Translational Bioinformatics Group, International Center for Genetic Engineering and Biotechnology (ICGEB), Delhi, India.
Dr. Rajendra Prasad Centre for Ophthalmic Sciences, All India Institute of Medical Sciences (AIIMS), New Delhi, India.
Indian J Ophthalmol. 2024 Jul 1;72(7):987-993. doi: 10.4103/IJO.IJO_2009_23. Epub 2024 Mar 8.
To develop machine learning (ML) models, using pre and intraoperative surgical parameters, for predicting trabeculectomy outcomes in the eyes of patients with juvenile-onset primary open-angle glaucoma (JOAG) undergoing primary surgery.
The study included 207 JOAG patients from a single center who met the following criteria: diagnosed between 10 and 40 years of age, with an IOP of >22 mmHg in the eyes on two or more occasions, open angle on gonioscopy in both eyes, with glaucomatous optic neuropathy, and requiring a trabeculectomy for IOP control. Only the patients with a minimum 5-year follow-up after surgery were included in the study.
A successful surgical outcome was defined as IOP ≤18 mmHg (criterion A) or 50% reduction in IOP from baseline (criterion B) 5 years after trabeculectomy.
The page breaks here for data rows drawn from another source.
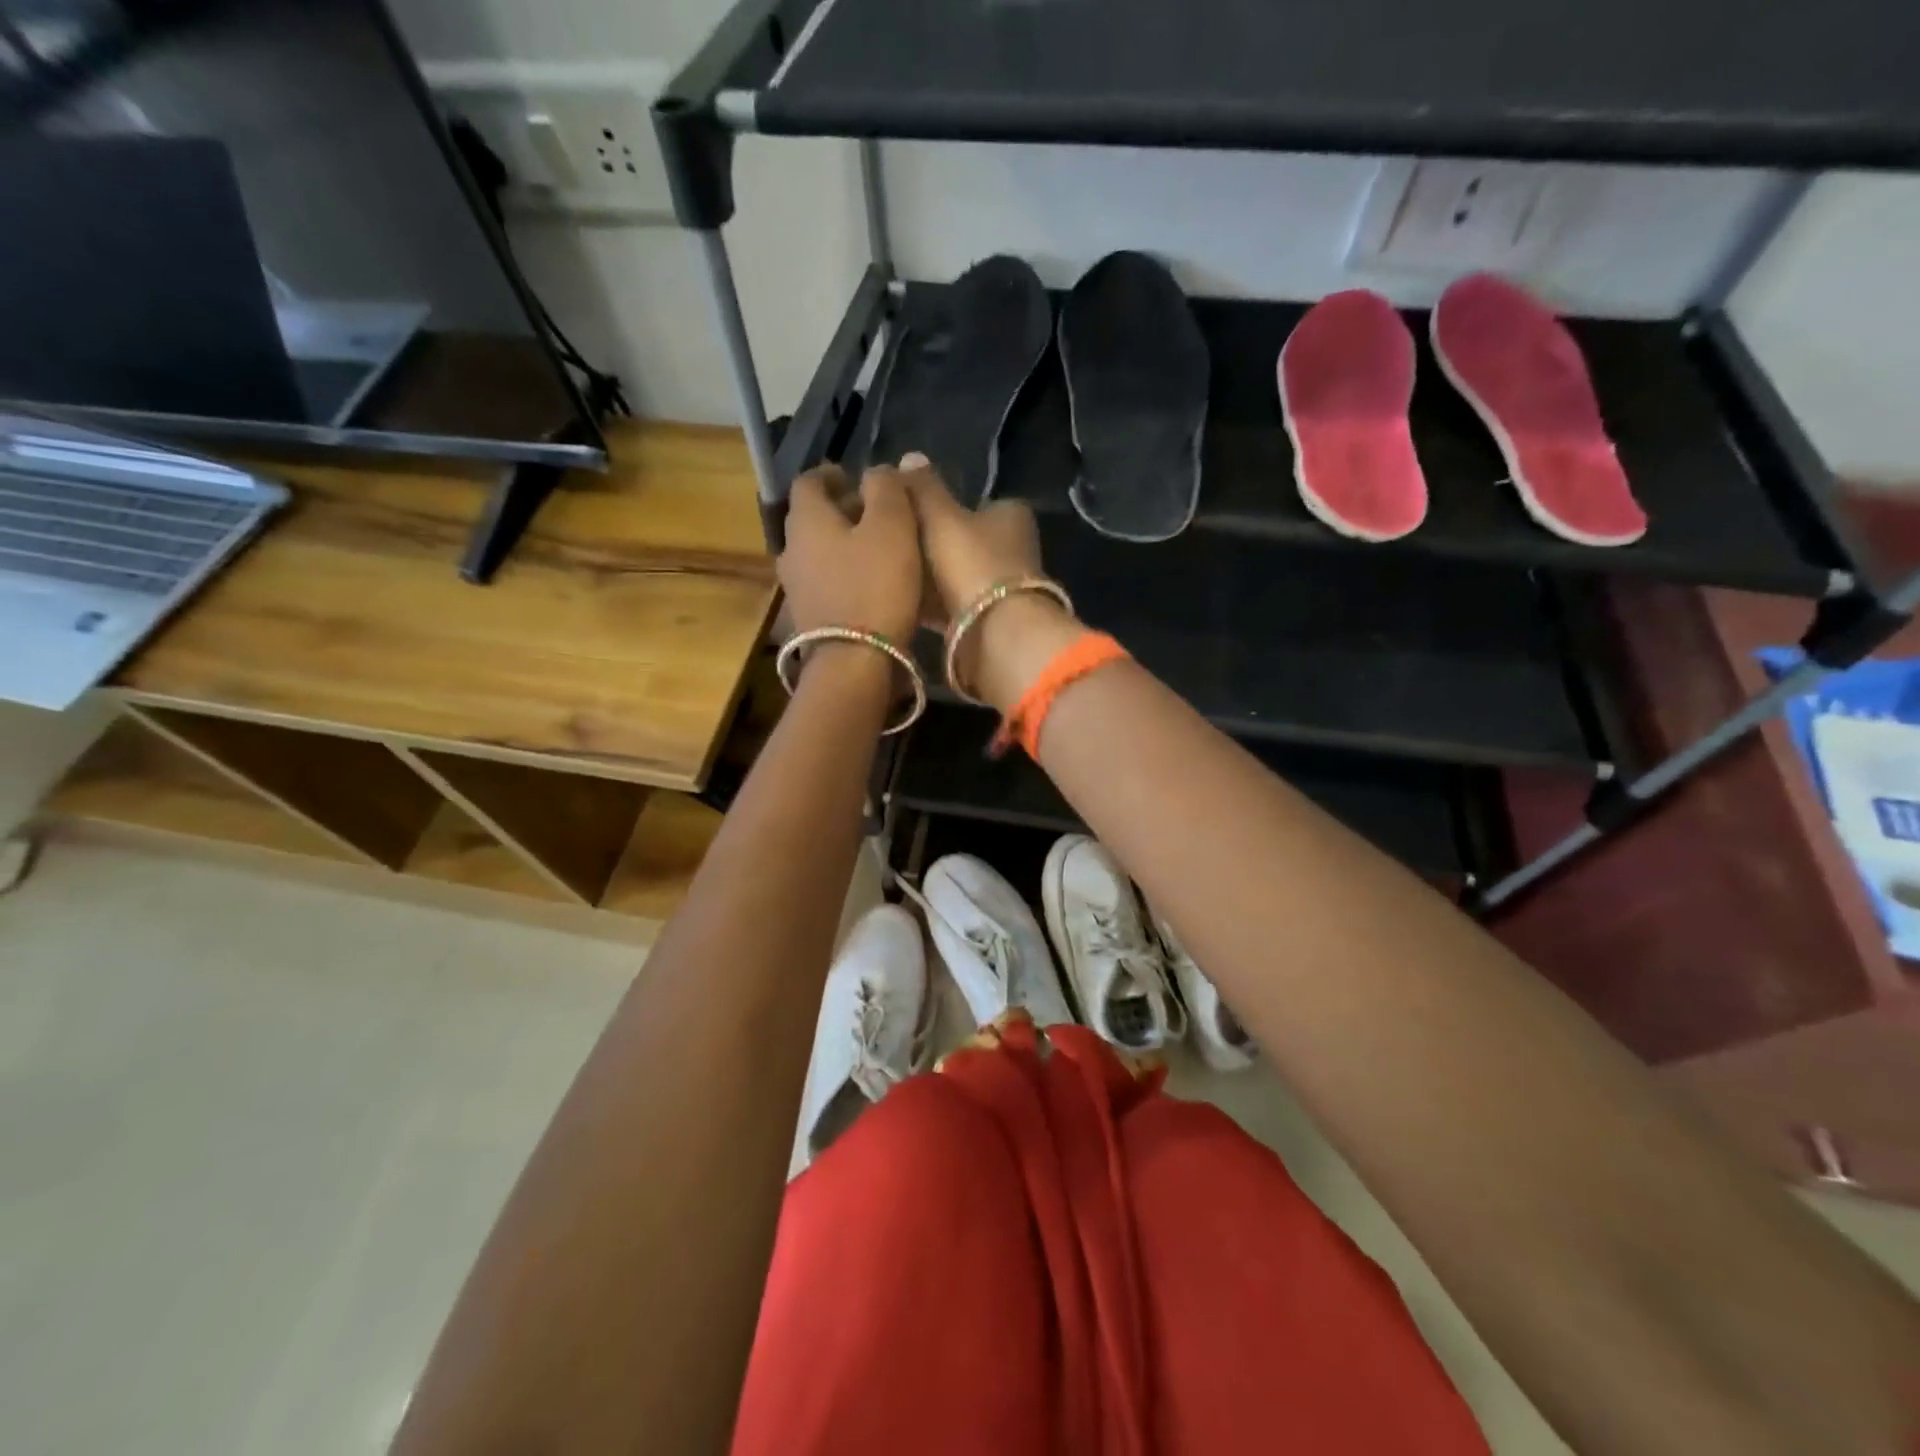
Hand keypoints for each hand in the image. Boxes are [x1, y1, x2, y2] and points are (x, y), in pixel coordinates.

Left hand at [779, 463, 922, 645]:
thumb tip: (877, 471)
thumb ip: (886, 489)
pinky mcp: (809, 618)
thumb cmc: (875, 587)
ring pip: (818, 552)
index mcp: (806, 520)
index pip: (808, 481)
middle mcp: (791, 550)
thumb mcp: (892, 527)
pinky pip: (825, 582)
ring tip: (878, 550)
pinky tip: (871, 585)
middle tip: (876, 513)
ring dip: (843, 544)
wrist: (853, 663)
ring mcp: (796, 588)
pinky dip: (844, 574)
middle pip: (812, 518)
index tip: (856, 478)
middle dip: (841, 510)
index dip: (832, 474)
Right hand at [898, 454, 1081, 710]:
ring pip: (959, 575)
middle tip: (894, 545)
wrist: (994, 634)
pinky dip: (933, 604)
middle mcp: (1014, 549)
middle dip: (934, 544)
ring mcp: (1004, 588)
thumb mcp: (941, 517)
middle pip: (966, 541)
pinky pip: (954, 605)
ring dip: (931, 577)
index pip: (975, 502)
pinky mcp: (990, 620)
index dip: (942, 506)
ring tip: (892, 573)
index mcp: (1011, 516)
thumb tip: (909, 457)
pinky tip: (904, 602)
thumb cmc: (971, 563)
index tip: (909, 514)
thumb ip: (924, 488)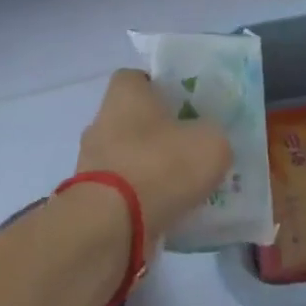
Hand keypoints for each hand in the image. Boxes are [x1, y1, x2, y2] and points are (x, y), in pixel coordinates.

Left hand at [75, 69, 233, 240]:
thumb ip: (214, 136)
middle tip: (194, 148)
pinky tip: (170, 212)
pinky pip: (124, 192)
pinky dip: (143, 199)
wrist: (110, 227)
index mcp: (124, 93)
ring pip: (130, 157)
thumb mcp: (211, 144)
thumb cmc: (160, 166)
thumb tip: (210, 143)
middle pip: (136, 119)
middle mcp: (102, 121)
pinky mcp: (90, 200)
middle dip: (162, 132)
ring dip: (153, 169)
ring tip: (187, 187)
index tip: (189, 105)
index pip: (141, 78)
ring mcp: (92, 162)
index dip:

Feature selection techniques were used to select the most important contributory parameters, and tenfold cross-validation was used to evaluate model performance. The ML models were evaluated, compared, and prioritized based on their accuracy, sensitivity, specificity, Matthew correlation coefficient (MCC) index, and mean area under the receiver operating characteristic curve (AUROC). The prioritized models were further optimized by tuning the hyperparameters, and feature contributions were evaluated. In addition, an unbiased relationship analysis among the parameters was performed for clinical utility.
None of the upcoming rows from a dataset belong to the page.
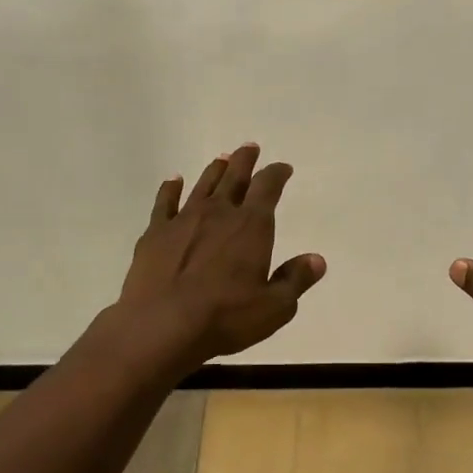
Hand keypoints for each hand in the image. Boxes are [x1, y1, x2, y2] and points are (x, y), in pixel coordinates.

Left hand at [117, 143, 326, 365]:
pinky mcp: (155, 233)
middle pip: (234, 177)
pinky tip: (173, 181)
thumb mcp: (275, 307)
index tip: (283, 168)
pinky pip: (164, 202)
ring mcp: (183, 220)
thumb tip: (317, 260)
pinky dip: (170, 189)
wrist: (162, 325)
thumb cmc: (226, 317)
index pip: (268, 188)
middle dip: (245, 161)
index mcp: (252, 226)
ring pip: (202, 185)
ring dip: (214, 170)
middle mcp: (219, 213)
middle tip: (250, 147)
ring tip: (221, 159)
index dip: (277, 174)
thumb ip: (296, 280)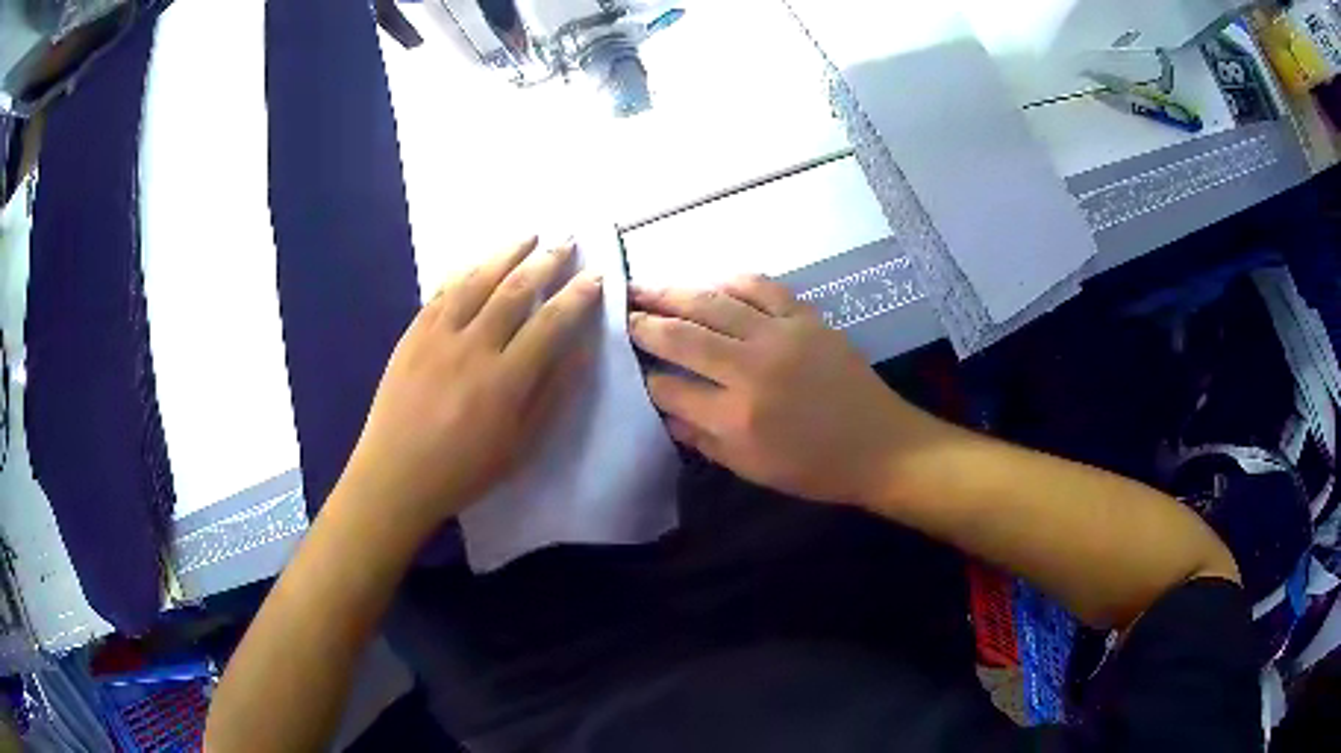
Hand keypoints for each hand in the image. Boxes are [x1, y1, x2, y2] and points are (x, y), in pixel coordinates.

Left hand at [338, 237, 602, 541]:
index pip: (550, 323)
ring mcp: (437, 335)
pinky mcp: (412, 334)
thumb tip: (580, 349)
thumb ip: (552, 393)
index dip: (577, 296)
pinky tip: (477, 262)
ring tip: (528, 235)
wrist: (396, 475)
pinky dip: (464, 271)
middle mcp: (473, 347)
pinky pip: (441, 292)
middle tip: (567, 241)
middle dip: (546, 261)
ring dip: (505, 253)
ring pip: (477, 280)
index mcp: (505, 380)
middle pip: (515, 290)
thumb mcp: (521, 445)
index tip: (595, 276)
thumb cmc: (464, 469)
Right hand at [629, 275, 944, 505]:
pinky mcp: (806, 319)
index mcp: (735, 417)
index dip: (644, 377)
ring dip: (674, 293)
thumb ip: (702, 438)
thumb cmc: (813, 468)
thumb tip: (665, 408)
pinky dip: (732, 281)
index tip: (630, 367)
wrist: (879, 446)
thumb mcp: (750, 468)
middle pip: (682, 337)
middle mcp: (751, 370)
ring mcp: (780, 337)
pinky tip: (713, 283)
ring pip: (714, 304)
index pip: (670, 387)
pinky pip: (762, 288)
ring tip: (646, 286)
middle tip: (620, 309)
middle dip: (645, 323)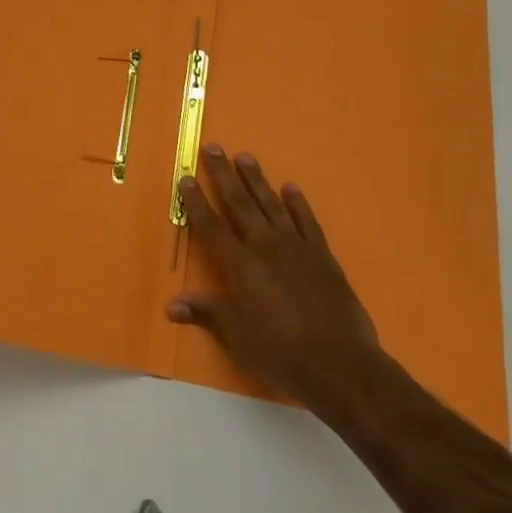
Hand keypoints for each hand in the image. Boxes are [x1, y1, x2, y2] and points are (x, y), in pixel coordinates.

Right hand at [168, 146, 385, 420]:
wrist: (340, 364)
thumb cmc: (280, 353)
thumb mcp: (236, 337)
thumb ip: (207, 313)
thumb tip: (172, 305)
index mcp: (239, 265)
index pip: (210, 226)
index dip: (196, 202)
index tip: (186, 178)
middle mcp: (265, 246)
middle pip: (239, 203)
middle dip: (223, 175)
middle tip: (214, 148)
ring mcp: (296, 247)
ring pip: (271, 204)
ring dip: (257, 180)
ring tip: (245, 157)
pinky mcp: (322, 256)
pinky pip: (307, 221)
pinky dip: (298, 204)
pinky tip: (291, 189)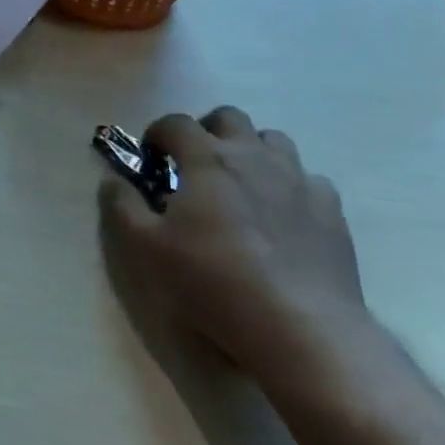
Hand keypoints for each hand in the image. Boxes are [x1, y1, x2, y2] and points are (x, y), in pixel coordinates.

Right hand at [98, 105, 369, 382]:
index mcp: (206, 159)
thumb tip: (113, 179)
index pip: (175, 123)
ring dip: (252, 151)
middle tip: (195, 166)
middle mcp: (252, 156)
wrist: (301, 327)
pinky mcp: (331, 210)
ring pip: (274, 140)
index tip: (151, 160)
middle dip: (207, 132)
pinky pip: (309, 179)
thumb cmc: (213, 281)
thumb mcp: (146, 248)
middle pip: (228, 117)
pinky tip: (282, 214)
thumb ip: (122, 206)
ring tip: (240, 184)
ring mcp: (297, 180)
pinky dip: (290, 185)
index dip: (157, 135)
Age at diagnosis, preoperative baseline IOP, duration of preoperative medical treatment, Tenon's thickness, scleral fistulation technique, and intraoperative mitomycin C (MMC) use, were identified as the main contributing parameters for developing efficient models. The three models developed for a consensus-based outcome to predict trabeculectomy success showed an accuracy of >86%, sensitivity of >90%, and specificity of >74%, using tenfold cross-validation. The use of intraoperative MMC and a punch for scleral fistulation compared to the traditional excision with scissors were significantly associated with long-term success of trabeculectomy.
Optimizing surgical parameters by using these ML models might reduce surgical failures associated with trabeculectomy and provide more realistic expectations regarding surgical outcomes in young patients.
利用术前和术中手术参数开发机器学习 (ML) 模型,以预测接受原发性手术的青少年发病原发性开角型青光眼 (JOAG) 患者的小梁切除术结果。
该研究包括来自单一中心的 207 名 JOAG 患者,符合以下标准:10 至 40 岁之间诊断,双眼两次或多次眼压 >22mmHg,双眼房角开放,患有青光眼视神经病变,并需要小梁切除术控制眼压。只有在手术后至少 5 年随访的患者才被纳入研究。
成功的手术结果定义为术后 5 年眼压≤18mmHg(标准 A)或眼压从基线降低 50%(标准 B)。使用特征选择技术选择最重要的贡献参数,并使用 10 倍交叉验证评估模型性能。根据准确性、灵敏度、特异性、马修相关系数 (MCC) 指数和接收者操作特征曲线下平均面积 (AUROC) 对 ML 模型进行评估、比较和优先级排序。通过调整超参数和评估特征贡献对优先级模型进行进一步优化。此外,还进行了参数之间的无偏关系分析,以评估其临床实用性。
诊断时的年龄、术前基线眼压、术前药物治疗持续时间、Tenon 厚度、巩膜瘘管技术以及术中丝裂霉素 C (MMC) 的使用被确定为开发高效模型的主要贡献参数。为了预测小梁切除术的成功,开发了三个基于共识的结果的模型,使用 10 倍交叉验证的准确率>86%,灵敏度>90%,特异性>74%。与传统的剪刀切除相比,术中使用 MMC 和穿孔器进行巩膜瘘管术与小梁切除术的长期成功显著相关。
通过使用这些 ML 模型优化手术参数,可以降低与小梁切除术相关的手术失败率,并为年轻患者的手术结果提供更现实的期望。